There were 508 households, of which 35.4% had children under the age of 18 living with them, 49.8% were married couples living together, 14.0% had a female householder with no husband present, 5.5% had a male householder with no wife present, and 30.7% were non-families. 26.8% of all households were made up of individuals, and 6.5% had someone living alone who was 65 years of age or older. The average household size was 2.50 and the average family size was 3.01.

The median age in the village was 35.6 years. 26.4% of residents were under the age of 18; 8.1% were between the ages of 18 and 24; 28.5% were from 25 to 44; 27.7% were from 45 to 64; and 9.2% were 65 years of age or older. The gender makeup of the village was 49.6% male and 50.4% female.

===2000 census===
As of the census of 2000, there were 1,503 people, 561 households, and 403 families living in the village. The population density was 1,207.0 PD/sqmi. There were 612 housing units at an average density of 491.5 /sqmi. The racial makeup of the village was 97.01% White, 0.60% African American, 0.27% Native American, 0.33% Asian, 0.40% from other races, and 1.40% from two or more races. Hispanic or Latino of any race were 1.06% of the population.

There were 561 households, out of which 41.0% had children under the age of 18 living with them, 51.2% were married couples living together, 15.9% had a female householder with no husband present, and 28.0% were non-families. 22.1% of all households were made up of individuals, and 6.4% had someone living alone who was 65 years of age or older. The average household size was 2.68 and the average family size was 3.12.

In the village, the population was spread out, with 30.7% under the age of 18, 9.7% from 18 to 24, 34.5% from 25 to 44, 17.8% from 45 to 64, and 7.3% who were 65 years of age or older. The median age was 31 years. For every 100 females, there were 93.4 males. For every 100 females age 18 and over, there were 86.4 males.

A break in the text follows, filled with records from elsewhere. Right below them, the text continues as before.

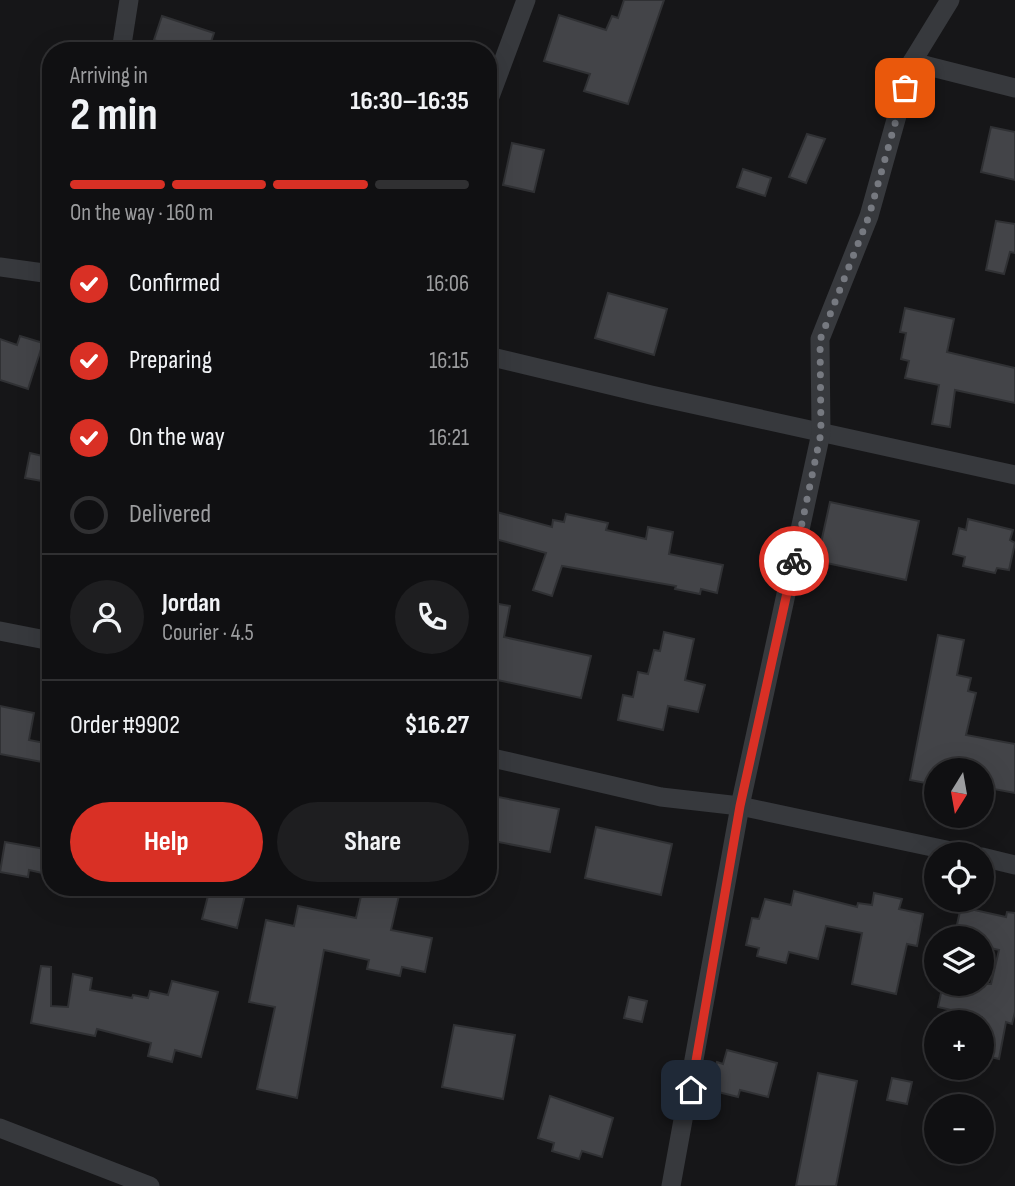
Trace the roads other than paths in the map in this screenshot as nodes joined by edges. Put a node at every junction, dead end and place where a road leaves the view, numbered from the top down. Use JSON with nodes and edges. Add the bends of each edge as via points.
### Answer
{"nodes":[{"id":1,"x":130,"y":0,"type":"edge"},
{"id":2,"x":526,"y":0,"type":"edge"},
{"id":3,"x":950,"y":0,"type":"edge"},
{"id":4,"x":123,"y":42,"type":"edge"},
{"id":5,"x":912,"y":62,"type":"junction"},
{"id":6,"x":497,"y":78,"type":"edge"},
{"id":7,"x":1015,"y":88,"type":"edge"},
{"id":8,"x":0,"y":267,"type":"edge"},
{"id":9,"x":42,"y":273,"type":"edge"},
{"id":10,"x":497,"y":358,"type":"edge"},
{"id":11,"x":821,"y":433,"type":"junction"},
{"id":12,"x":1015,"y":475,"type":"edge"},
{"id":13,"x":0,"y":632,"type":"edge"},
{"id":14,"x":42,"y":639,"type":"edge"},
{"id":15,"x":497,"y":759,"type":"edge"},
{"id":16,"x":740,"y":806,"type":"junction"},
{"id":17,"x":924,"y":845,"type":"edge"},
{"id":18,"x":994,"y":860,"type":"edge"},
{"id":19,"x":1015,"y":864,"type":"edge"},
{"id":20,"x":0,"y":1128,"type":"edge"},
{"id":21,"x":150,"y":1186,"type":"edge"},
{"id":22,"x":671,"y":1186,"type":"edge"}],
"edges":[{"from":1,"to":4,"type":"street"},
{"from":2,"to":6,"type":"street"},
{"from":3,"to":5,"type":"street"},
{"from":5,"to":7,"type":"street"},
{"from":5,"to":11,"type":"street","via":[[869,216],[820,340]]},
{"from":8,"to":9,"type":"street"},
{"from":10,"to":11,"type":"street"},
{"from":11,"to":12,"type":"street"},
{"from":11,"to":16,"type":"street"},
{"from":13,"to":14,"type":"street"},
{"from":15,"to":16,"type":"street","via":[[661,797]]},
{"from":16,"to":17,"type":"street"},
{"from":16,"to":22,"type":"street"},
{"from":18,"to":19,"type":"street"},
{"from":20,"to":21,"type":"street"}]}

The median income for an average household in the village was $45,388, and the median income for a family was $47,625. Males had a median income of $38,375 versus $23,563 for females. The per capita income for the village was $17,663. About 4.7% of families and 5.5% of the population were below the poverty line, including 6.8% of those under age 18 and 6.1% of those age 65 or over.